Among the entries that follow, find every line with the word "main" and list it.

Stored data entries
[Start of Attachment]

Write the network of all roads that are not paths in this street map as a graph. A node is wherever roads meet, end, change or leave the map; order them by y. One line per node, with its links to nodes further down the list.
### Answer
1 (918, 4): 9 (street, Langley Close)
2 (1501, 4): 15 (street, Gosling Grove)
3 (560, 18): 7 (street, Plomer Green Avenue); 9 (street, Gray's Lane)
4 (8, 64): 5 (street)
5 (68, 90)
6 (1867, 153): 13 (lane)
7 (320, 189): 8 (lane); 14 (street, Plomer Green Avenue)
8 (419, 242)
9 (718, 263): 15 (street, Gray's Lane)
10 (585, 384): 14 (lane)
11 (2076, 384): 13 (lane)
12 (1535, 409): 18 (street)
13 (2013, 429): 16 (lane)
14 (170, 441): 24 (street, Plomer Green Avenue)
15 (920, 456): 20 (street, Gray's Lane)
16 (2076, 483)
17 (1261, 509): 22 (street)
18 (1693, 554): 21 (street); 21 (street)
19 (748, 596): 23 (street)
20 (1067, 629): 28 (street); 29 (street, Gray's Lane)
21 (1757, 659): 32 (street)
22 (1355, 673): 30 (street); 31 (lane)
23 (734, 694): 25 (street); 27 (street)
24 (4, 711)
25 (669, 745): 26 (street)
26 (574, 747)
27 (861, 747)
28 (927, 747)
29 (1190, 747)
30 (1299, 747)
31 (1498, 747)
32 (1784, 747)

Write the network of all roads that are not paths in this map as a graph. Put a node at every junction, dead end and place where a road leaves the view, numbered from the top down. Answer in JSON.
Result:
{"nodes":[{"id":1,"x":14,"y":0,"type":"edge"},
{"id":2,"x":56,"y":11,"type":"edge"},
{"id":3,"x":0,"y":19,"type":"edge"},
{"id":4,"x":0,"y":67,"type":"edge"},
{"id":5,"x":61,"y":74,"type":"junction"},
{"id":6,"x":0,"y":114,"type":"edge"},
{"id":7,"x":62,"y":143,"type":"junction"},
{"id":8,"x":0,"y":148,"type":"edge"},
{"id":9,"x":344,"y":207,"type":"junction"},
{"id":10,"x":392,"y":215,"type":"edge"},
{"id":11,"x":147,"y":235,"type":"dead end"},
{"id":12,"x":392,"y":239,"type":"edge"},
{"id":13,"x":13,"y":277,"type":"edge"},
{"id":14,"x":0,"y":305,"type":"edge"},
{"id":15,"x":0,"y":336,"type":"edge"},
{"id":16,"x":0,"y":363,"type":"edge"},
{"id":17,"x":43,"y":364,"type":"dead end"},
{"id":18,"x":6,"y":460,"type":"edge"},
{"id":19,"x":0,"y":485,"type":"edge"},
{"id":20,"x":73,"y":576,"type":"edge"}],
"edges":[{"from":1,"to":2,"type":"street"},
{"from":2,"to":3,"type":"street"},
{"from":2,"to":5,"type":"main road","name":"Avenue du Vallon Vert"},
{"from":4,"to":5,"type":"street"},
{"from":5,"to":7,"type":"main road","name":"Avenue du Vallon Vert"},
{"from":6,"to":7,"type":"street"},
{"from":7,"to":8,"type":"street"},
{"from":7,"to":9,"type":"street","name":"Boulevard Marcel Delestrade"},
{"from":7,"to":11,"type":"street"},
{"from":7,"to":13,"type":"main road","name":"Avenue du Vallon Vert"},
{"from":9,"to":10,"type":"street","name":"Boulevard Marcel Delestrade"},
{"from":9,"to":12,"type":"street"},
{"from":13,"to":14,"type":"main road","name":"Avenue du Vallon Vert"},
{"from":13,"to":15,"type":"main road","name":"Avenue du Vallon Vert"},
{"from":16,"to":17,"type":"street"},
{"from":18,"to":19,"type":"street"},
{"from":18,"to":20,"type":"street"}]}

[End of Attachment]

Reply —
{"from":2,"to":5,"type":"main road","name":"Avenue du Vallon Vert"},
{"from":5,"to":7,"type":"main road","name":"Avenue du Vallon Vert"},
{"from":7,"to":13,"type":"main road","name":"Avenue du Vallon Vert"},
{"from":13,"to":14,"type":"main road","name":"Avenue du Vallon Vert"},
{"from":13,"to":15,"type":"main road","name":"Avenue du Vallon Vert"},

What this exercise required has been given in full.